Line by line, please look for the word "road" in the following records, then copy each line you find it in.

(Dataset entries)

━━━━━━

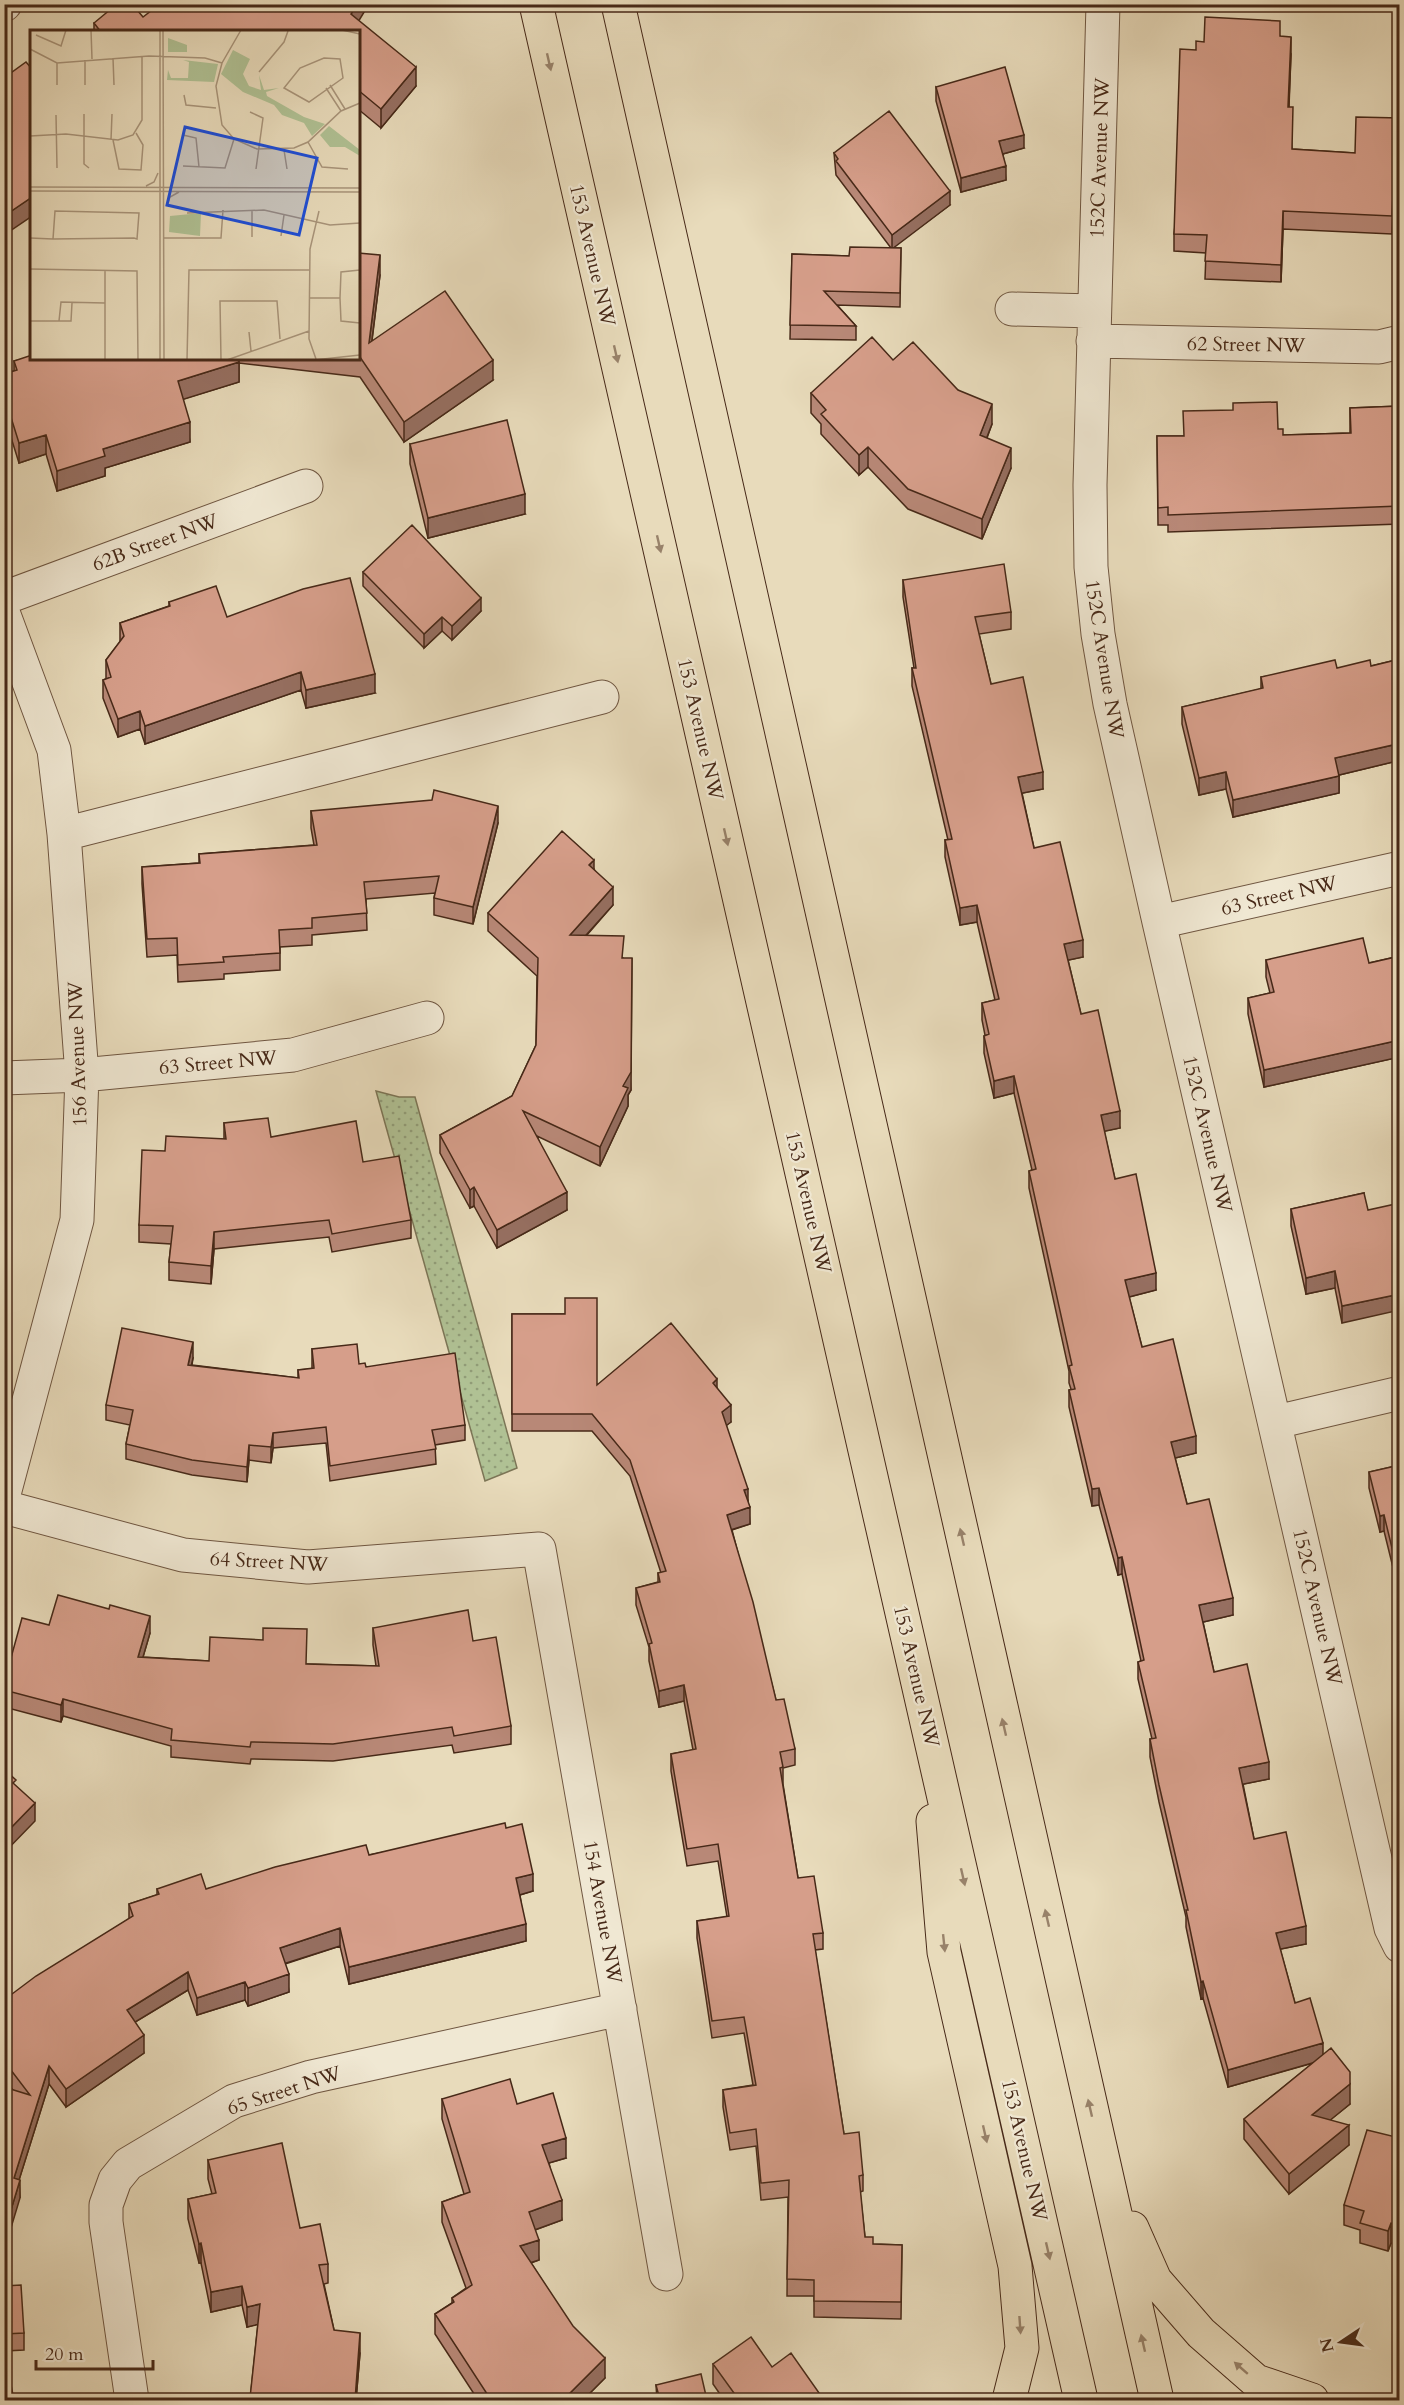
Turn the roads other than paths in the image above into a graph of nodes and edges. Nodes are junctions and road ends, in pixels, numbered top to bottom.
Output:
1 (537, 4) edge
2 (618, 4) edge
3 (1103, 4) edge
4 (1012, 309) dead end
5 (1094, 326) junction
6 (1400, 342) edge
7 (306, 486) dead end
8 (4, 598) edge
9 (4, 615) edge
10 (602, 697) dead end
11 (64, 834) junction
12 (1400, 868) edge
13 (1159, 922) junction
14 (427, 1018) dead end
15 (82, 1075) junction
16 (4, 1078) edge
17 (1400, 1393) edge
18 (1276, 1422) junction
19 (4, 1494) edge
20 (4, 1507) edge
21 (539, 1549) joint
22 (922, 1697) junction
23 (1400, 1946) edge
24 (620, 2009) junction
25 (1103, 2165) junction
26 (666, 2274) dead end
27 (132, 2400) edge
28 (1009, 2400) edge
29 (1082, 2400) edge
30 (1156, 2400) edge
31 (1312, 2400) edge

1 -> 22 main road, 153 Avenue NW
25 -> 2 main road
3 - 5 street, 152C Avenue NW
4 - 5 street
5 - 6 street, 62 Street NW
5 - 13 street, 152C Avenue NW
7 - 8 street, 62B Street NW
9 - 11 street, 156 Avenue NW
10 - 11 street
11 - 15 street, 156 Avenue NW
12 - 13 street, 63 Street NW
13 - 18 street, 152C Avenue NW
14 - 15 street, 63 Street NW
15 - 16 street, 63 Street NW
15 - 19 street, 156 Avenue NW
17 - 18 street
18 - 23 street, 152C Avenue NW
20 - 21 street, 64 Street NW
21 - 24 street, 154 Avenue NW
22 -> 28 main road
22 -> 29 main road, 153 Avenue NW
24 - 26 street, 154 Avenue NW
24 - 27 street, 65 Street NW
30 -> 25 main road
31 -> 25 main road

━━━━━━

:: Result below ::
Turn the roads other than paths in the image above into a graph of nodes and edges. Nodes are junctions and road ends, in pixels, numbered top to bottom.
1 -> 22 main road, 153 Avenue NW
25 -> 2 main road
22 -> 28 main road
22 -> 29 main road, 153 Avenue NW
30 -> 25 main road
31 -> 25 main road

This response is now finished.